“JAZZITALIA”, ESAME CON LODE
Pochi giorni dopo quello internazionale, Verona ha ospitato una felice edizione del festival che dedica alle forze di casa nostra. Pur segnata dalla pioggia, ha dato una positiva conferma dello stato di salute generale e un esempio per altre rassegne.
di Giuseppe Segala
L'edizione 1997 di JazzItalia, svoltasi a Verona pochi giorni dopo il festival internazionale, offriva un cartellone ricco di proposte allettanti, con incontri anche inediti fra musicisti italiani e stranieri e formazioni presentate in anteprima assoluta.
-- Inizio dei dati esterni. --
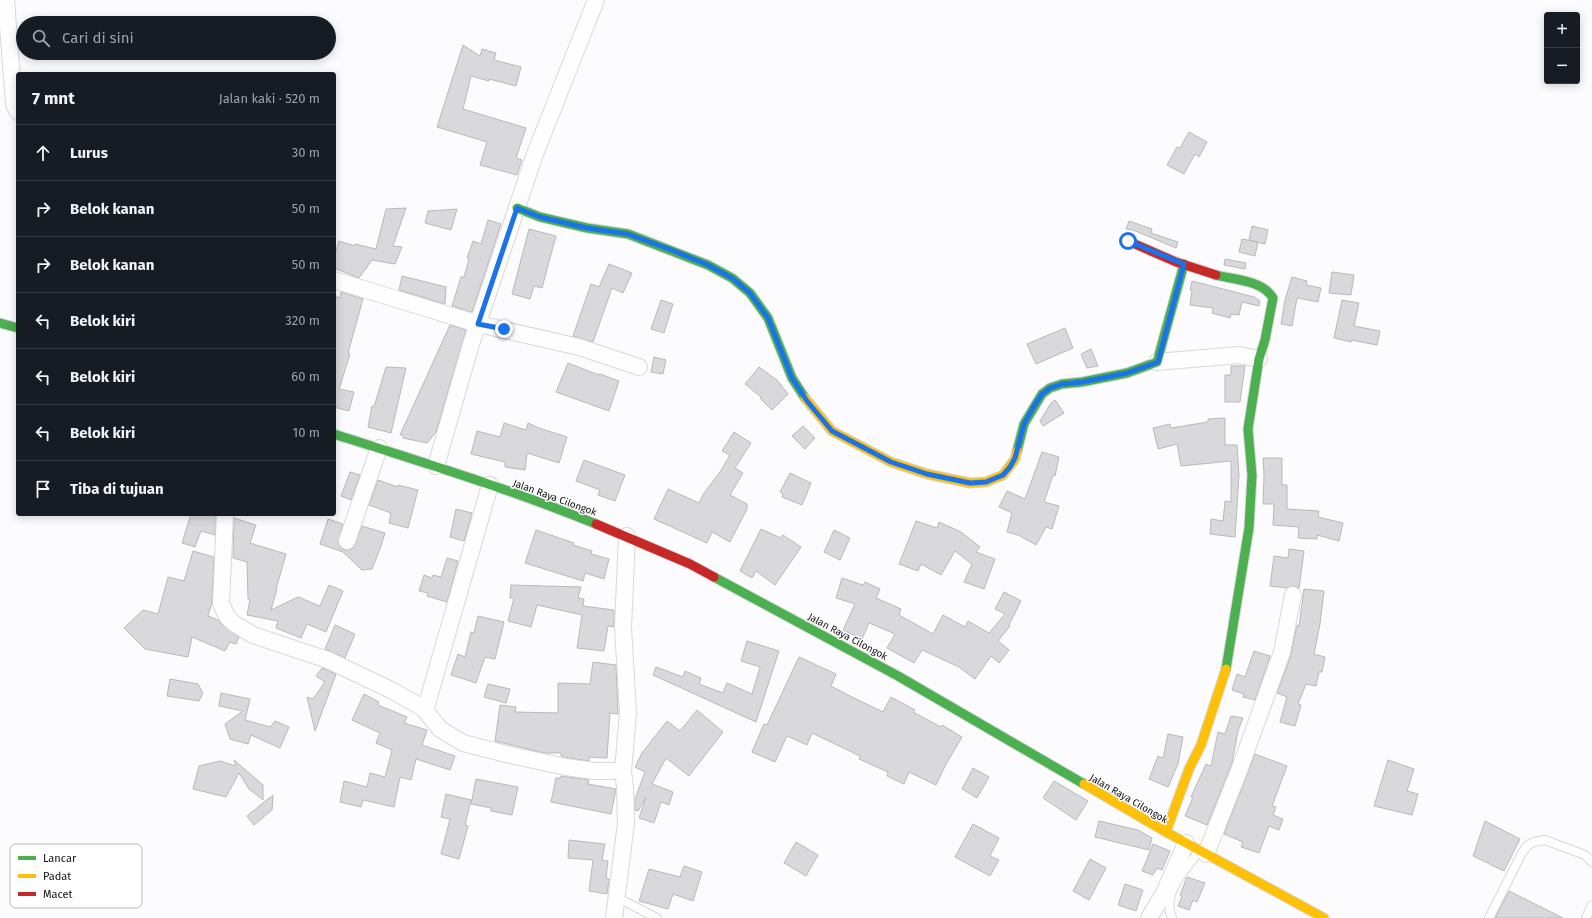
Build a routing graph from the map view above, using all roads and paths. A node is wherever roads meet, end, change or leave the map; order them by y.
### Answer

Il risultato, sotto il punto di vista artistico, è stato pregevole e ha ripagato l'eroico pubblico, del Teatro Romano, costretto a starsene rannicchiato sotto l'ombrello per due sere su quattro. ---
La terza serata era ancora all’insegna dell’incontro tra musicisti italiani e stranieri: il quartetto del contrabassista Lello Molinari comprendeva George Garzone ai sassofoni, Luigi Tessarollo alla chitarra e Bob Gullotti alla batteria, mentre il trio di Roberto Ottaviano presentava due autentici pionieri del jazz creativo europeo, la pianista Irene Schweizer e il batterista Pierre Favre. Il gruppo di Molinari era organizzato su un moderno, robusto mainstream, ove non mancavano roventi e repentine sortite nel free. La performance del quartetto, iniziata con un veemente Cherokee, si è sviluppata su composizioni del leader (Nothing Cheap, First Dance), di Garzone e di Dave Holland, con buoni interventi solistici soprattutto del sassofonista, a cui è mancato però un vero affondo nell’emozione.